Дело в ном, что достоверно описывая "новую" жизнь героя, сам гоголевский текст оказывается обманчивым. Если смотреть на изменения Акакия Акакиевича "нормальным", от мира сего взглядом, то надо согласиться — жизнь его становится ярче, интереснее. Но если исходить из того, что Акакий Акакиевич идеал бесстрастия, подвижник послушания, то налицо трагедия его падения. "Человек великого смирения" предал "устав" своей жизни, сменил свои добродетели на пороки.
Самое очевидно предательство — это в отношении к работе-службе. На Акакия Акакиевича нападает рассеянность — преддверие той лености, которая восторжествует после приобретения новой шинели. Радость, испытываемая Акакием Акакиевичем после приобретения шинели может привести к гибели души: "Рукою смирения отвергай приходящую радость" (39, 85). Настоящий праздник души для инока — это "блаженная радостная печаль святого умиления" (39, 77). "Духовный смех души" — это "блаженный, благодатный плач" (39, 81).
В противоположном обычному, общепринятому смыслу сопоставляются в "Лествице" понятие о радости и печали, о смехе и плаче. В этом же ракурсе надо рассматривать и все якобы положительные сдвиги, происшедшие в Акакии Акакиевиче. Приобретя в идее о шинели "приятную подругу жизни", он потерял первое, необходимое условие для сохранения бесстрастия — уход от мира и отвержение его.
И вот шинель потеряна. Отчаянные поиски шинели доводят героя до уныния. Башмачкин уже на краю гибели: "уныние есть разслабление души, изнеможение ума, пренебрежение иноческого подвига, ненависть к обету ‹…›. Муж послушный не знает уныния ‹…› уныние же для инока есть всепоражающая смерть" (39, 103–104). Его поведение теперь полностью противоречит смирению ("раз в жизни хотел показать характер"), вплоть до полного "пренебрежения подвига": "Весь этот день он не был в присутствии (единственный случай в его жизни)" (2, т.3, 127).

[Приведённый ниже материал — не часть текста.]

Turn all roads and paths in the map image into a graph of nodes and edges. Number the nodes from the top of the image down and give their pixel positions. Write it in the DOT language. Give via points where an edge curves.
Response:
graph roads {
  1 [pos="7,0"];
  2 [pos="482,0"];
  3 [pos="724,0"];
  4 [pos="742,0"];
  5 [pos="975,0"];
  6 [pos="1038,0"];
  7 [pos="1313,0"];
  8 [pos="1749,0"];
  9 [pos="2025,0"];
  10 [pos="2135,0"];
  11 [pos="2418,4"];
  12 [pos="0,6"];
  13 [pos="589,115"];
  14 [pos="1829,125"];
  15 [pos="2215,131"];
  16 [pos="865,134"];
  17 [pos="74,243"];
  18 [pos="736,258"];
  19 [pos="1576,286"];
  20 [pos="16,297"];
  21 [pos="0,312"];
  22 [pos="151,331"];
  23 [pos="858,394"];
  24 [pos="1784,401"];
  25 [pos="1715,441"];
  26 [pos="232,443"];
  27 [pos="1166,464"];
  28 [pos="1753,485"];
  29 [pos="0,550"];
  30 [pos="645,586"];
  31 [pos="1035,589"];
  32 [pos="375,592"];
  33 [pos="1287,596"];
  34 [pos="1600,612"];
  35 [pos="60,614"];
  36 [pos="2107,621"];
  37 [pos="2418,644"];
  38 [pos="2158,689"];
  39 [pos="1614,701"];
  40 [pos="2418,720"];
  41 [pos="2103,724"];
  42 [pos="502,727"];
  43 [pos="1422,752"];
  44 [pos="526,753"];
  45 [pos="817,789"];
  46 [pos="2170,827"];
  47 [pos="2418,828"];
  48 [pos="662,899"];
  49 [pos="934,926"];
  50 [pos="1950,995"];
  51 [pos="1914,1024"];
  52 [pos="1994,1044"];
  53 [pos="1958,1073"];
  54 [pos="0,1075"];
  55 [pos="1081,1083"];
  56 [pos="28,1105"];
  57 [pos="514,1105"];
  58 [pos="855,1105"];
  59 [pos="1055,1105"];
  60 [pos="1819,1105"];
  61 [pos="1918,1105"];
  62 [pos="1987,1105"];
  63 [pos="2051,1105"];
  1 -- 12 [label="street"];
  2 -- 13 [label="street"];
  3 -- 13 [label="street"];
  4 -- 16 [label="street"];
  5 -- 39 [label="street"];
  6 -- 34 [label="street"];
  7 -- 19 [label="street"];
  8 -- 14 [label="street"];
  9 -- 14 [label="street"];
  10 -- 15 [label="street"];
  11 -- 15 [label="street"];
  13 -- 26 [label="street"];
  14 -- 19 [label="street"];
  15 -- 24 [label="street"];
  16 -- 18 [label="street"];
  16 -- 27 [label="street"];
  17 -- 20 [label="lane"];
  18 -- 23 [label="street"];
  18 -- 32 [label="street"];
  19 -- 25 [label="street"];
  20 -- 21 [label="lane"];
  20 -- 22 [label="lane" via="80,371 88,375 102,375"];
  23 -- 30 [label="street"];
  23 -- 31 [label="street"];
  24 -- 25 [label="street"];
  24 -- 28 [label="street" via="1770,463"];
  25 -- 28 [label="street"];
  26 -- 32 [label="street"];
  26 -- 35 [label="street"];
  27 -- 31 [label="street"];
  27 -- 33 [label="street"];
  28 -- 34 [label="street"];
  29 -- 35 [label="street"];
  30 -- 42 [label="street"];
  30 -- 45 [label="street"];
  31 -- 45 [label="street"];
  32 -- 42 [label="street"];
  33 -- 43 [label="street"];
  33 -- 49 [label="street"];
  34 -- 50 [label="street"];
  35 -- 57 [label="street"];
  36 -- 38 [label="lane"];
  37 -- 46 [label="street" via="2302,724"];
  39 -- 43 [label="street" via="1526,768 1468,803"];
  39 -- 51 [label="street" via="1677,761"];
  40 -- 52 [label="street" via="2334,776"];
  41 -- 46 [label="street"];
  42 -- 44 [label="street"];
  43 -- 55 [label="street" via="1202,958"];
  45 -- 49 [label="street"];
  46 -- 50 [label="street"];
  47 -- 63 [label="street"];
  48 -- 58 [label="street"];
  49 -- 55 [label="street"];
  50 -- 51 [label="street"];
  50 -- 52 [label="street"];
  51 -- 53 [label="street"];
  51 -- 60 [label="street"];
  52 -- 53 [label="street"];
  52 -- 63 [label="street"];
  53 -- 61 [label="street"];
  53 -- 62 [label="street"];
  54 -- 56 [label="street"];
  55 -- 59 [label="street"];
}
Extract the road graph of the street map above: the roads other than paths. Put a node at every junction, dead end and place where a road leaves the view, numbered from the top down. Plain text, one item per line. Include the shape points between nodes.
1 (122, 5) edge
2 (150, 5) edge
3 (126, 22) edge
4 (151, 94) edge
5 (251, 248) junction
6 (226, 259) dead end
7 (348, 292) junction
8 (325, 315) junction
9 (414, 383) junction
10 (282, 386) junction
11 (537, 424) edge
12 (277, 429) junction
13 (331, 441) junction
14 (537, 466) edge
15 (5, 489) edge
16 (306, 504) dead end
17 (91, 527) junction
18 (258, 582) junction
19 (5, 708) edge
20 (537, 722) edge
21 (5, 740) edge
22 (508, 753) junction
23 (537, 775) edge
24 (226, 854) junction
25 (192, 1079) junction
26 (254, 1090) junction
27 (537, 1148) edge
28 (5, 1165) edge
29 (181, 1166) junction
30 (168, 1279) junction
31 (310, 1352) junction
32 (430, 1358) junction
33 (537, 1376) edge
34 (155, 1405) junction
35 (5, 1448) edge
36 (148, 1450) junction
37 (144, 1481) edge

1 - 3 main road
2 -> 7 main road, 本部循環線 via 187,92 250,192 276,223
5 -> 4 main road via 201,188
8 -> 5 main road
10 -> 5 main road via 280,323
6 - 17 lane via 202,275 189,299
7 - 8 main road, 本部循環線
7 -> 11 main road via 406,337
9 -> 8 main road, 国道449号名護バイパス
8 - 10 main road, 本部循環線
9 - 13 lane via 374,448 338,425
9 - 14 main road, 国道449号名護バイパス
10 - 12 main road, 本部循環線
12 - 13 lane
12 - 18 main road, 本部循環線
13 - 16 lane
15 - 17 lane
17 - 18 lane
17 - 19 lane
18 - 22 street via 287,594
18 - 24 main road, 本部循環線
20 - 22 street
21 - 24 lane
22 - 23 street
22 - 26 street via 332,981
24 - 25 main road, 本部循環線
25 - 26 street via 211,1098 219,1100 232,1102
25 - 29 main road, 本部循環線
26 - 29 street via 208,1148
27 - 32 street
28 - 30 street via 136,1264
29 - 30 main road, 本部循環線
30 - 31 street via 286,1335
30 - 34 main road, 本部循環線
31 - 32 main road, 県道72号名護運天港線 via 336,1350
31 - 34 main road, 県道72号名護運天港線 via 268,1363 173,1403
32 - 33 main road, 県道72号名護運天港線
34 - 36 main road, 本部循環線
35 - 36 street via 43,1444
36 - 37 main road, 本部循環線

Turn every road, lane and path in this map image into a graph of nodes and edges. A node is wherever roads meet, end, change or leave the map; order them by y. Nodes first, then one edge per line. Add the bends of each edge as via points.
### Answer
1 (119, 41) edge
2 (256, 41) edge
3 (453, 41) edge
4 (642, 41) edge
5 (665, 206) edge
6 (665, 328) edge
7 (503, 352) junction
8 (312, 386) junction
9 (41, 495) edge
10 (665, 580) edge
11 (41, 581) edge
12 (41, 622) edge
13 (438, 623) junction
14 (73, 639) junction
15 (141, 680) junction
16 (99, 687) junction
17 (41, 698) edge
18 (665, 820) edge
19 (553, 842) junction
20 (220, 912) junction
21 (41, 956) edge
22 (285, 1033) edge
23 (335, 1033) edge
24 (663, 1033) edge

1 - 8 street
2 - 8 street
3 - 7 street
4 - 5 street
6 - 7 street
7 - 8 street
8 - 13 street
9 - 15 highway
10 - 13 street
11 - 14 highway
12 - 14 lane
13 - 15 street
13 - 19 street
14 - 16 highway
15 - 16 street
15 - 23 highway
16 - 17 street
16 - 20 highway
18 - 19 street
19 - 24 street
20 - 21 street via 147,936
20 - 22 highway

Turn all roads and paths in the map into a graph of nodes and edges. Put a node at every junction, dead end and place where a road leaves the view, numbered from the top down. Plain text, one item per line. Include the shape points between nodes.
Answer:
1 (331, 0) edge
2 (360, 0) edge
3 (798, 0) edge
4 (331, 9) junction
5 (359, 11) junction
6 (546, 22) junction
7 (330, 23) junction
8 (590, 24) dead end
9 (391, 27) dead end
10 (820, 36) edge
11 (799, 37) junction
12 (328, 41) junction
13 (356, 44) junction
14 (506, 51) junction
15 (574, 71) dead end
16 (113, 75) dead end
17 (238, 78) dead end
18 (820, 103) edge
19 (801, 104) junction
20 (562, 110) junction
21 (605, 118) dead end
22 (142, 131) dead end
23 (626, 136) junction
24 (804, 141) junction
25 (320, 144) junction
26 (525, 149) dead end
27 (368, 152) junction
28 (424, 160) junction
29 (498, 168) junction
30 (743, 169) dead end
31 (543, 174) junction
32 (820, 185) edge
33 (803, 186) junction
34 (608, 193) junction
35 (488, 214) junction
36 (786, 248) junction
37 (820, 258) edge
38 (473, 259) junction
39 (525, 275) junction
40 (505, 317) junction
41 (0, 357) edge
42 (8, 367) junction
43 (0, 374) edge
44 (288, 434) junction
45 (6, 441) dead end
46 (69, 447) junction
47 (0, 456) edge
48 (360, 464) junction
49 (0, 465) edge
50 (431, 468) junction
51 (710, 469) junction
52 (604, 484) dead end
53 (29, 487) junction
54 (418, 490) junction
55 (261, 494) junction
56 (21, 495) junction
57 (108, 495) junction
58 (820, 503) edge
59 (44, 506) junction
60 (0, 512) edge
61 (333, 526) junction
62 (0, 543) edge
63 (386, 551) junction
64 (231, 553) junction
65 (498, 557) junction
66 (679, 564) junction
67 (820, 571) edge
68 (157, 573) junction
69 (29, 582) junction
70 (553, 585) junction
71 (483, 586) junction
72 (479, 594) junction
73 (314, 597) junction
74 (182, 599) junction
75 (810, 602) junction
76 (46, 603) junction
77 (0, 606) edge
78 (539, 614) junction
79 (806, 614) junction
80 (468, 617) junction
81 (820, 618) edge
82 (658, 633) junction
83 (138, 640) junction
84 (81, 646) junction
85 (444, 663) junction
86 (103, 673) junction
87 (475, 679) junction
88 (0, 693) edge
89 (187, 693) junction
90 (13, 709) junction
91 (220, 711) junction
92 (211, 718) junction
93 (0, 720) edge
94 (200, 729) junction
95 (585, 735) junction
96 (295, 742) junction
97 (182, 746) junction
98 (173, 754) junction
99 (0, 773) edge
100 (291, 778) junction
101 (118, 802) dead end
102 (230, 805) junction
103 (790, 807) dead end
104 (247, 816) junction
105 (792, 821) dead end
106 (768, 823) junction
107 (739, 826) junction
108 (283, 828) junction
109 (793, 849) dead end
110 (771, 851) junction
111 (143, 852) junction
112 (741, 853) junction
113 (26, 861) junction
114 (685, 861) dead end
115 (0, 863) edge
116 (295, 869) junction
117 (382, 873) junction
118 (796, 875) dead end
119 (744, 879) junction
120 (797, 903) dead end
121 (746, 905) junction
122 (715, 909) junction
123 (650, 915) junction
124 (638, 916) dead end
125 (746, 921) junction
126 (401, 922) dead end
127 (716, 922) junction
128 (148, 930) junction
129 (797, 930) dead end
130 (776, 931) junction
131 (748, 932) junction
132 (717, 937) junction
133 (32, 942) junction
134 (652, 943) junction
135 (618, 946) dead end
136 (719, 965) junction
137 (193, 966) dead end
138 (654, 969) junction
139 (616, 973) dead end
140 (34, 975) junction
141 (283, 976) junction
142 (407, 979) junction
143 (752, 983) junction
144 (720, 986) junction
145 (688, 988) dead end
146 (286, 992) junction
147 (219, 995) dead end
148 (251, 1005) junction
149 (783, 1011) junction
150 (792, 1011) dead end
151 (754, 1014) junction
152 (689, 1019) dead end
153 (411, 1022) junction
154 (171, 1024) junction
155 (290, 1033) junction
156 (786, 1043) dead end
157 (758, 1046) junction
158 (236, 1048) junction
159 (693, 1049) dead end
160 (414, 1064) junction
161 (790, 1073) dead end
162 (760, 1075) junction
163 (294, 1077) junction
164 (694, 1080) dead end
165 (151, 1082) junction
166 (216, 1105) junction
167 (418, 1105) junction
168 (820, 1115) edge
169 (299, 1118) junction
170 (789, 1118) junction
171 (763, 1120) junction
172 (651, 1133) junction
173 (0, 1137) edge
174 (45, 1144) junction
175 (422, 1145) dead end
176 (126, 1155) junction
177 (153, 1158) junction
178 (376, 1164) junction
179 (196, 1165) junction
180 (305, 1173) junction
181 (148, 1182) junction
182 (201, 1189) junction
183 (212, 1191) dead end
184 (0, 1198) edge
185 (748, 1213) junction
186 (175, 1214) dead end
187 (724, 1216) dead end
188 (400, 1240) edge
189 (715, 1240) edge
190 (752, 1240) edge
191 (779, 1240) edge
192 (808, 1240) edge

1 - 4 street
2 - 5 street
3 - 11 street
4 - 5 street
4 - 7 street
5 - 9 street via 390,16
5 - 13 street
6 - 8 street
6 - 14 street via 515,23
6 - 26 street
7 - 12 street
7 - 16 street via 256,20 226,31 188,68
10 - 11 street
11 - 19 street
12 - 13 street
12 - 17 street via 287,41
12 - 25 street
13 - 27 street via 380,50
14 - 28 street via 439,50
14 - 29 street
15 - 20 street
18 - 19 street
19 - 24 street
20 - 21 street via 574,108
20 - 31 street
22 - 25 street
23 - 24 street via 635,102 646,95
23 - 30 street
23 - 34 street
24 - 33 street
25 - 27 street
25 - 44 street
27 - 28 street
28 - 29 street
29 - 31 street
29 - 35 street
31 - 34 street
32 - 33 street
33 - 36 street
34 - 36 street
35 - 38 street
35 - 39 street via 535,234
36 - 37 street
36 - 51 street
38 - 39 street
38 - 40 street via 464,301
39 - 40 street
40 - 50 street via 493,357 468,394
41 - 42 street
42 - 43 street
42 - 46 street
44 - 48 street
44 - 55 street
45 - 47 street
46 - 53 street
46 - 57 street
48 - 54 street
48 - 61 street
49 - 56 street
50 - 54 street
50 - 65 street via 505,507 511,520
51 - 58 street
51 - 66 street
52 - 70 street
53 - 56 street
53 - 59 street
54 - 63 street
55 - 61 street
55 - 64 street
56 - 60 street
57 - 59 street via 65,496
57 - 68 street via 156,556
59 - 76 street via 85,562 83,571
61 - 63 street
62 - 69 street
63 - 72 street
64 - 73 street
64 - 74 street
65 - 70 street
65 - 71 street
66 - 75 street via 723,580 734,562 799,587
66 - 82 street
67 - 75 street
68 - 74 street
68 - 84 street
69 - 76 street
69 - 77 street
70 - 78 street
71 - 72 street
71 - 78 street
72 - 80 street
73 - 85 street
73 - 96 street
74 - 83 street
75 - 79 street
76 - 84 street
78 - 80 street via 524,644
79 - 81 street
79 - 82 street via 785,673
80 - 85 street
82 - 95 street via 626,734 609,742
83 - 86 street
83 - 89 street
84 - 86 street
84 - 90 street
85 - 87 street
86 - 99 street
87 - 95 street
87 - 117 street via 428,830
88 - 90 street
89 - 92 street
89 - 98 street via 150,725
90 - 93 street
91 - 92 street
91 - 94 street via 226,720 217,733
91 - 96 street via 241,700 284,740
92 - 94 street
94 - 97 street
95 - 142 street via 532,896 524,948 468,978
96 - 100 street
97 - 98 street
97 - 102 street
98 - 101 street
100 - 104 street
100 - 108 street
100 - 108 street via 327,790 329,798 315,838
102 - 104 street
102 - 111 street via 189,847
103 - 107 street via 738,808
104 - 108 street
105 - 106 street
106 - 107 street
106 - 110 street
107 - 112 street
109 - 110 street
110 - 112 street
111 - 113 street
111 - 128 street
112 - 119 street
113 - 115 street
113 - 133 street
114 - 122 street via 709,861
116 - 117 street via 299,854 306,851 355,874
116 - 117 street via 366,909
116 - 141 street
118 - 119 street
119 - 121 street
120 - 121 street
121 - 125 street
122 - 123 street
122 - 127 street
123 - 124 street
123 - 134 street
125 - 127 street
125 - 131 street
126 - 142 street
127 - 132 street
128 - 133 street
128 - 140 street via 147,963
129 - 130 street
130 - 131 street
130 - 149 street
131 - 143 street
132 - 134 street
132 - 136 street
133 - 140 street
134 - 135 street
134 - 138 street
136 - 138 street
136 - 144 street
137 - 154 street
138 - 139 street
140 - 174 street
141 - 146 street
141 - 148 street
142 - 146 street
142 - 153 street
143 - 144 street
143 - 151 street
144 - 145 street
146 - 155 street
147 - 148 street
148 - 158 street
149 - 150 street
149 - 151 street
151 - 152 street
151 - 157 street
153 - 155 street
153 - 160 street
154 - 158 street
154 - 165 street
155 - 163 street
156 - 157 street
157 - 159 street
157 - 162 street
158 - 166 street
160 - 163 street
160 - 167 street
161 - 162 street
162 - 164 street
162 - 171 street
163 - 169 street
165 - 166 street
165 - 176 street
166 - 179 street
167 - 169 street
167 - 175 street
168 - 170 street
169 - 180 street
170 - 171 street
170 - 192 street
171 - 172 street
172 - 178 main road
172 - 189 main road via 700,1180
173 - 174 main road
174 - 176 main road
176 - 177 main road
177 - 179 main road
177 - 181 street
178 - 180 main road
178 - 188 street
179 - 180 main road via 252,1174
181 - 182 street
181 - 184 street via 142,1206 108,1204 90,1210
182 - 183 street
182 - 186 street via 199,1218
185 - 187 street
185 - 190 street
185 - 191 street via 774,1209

Печаль и уныние — спутники "беспорядка", сначала внешнего ("он прибежал домой в совершенном беспорядке"), а затем и внутреннего. После беседы со значительным лицом, героем уже полностью овладевает то безобразие души, которое приводит его к предсмертному бреду.
В предсмертном бреду Акакий Акакиевич произносит гневливые, злые слова. Слушая их, "старушка хозяйка даже крестилась" (2, т.3, 131). Это еще один момент соприкосновения с "Лествицей". "Крайняя степень гневливости обнаруживается тем, что человек наедине сам с собою, словами и телодвижениями как бы с оскорбившим его препирается и ярится" (39, 89). В "Лествице" находим много примеров такого состояния, когда страждущий сие делается как бы безумным и иступленным" (39, 116). Описание смерти одного старца особенно напоминает гоголевский текст: "За день же до кончины своей он пришел в исступление, и с открытыми глазами опирался то на правую, то на левую сторону постели своей и, как бы истязуемый кем-нибудь, он вслух предстоявших говорил иногда так: "да, действительно, это правда; но я постился за это столько-то лет" ‹…› Поистине страшное и трепетное зрелище было сие невидомое и немилостивое истязание; и что всего ужаснее, его обвиняли и в том, чего он и не делал ‹…› В продолжении сего истязания душа его разлучилась с телом" (39, 84).
Финал "Шинели" перестает быть фантастическим, если признать идею шинели равноценной греховному помыслу, и посмотреть на него в свете обратной перспективы.
Хотя агиографический, житийный подтекст "Шинели" представляется нам бесспорным, однако в ряде статей, затрагивающих эту тему, на наш взгляд имеются явные несоответствия и натяжки. Так, например, в статье итальянской исследовательницы Ч. де Лотто приводится цитата из Гоголя: "Затем сожжен второй том "Мертвых душ", что так было нужно. "Не оживет, аще не умрет", говорит апостол. Нужно прежде умереть, для того чтобы воскреснуть" (1, т.8, 297). Слова эти толкуются исследовательницей как острое стремление Гоголя к жизни после смерти и "осознание необходимости смерти как средства достижения подлинной жизни через воскресенье" (22, 135).
Безусловно, Гоголь желал именно этого. Однако процитированные слова из апостола "Не оживет, аще не умрет", скорее свидетельствуют о намерении впоследствии восстановить второй том "Мертвых душ" в обновленном варианте. Известно, что Гоголь нередко уничтожал первые варианты своих произведений, после переделывая их заново.
"В "Шинели" вопрос о Божьей правде слышен лишь в далеком отголоске, слабом, как жалобное восклицание Акакия Акакиевича "Зачем вы меня обижаете?" Это мир, в котором люди не то что забыли о Боге, а может быть сам Бог о них забыл…" — пишет В.Террас (72, 75).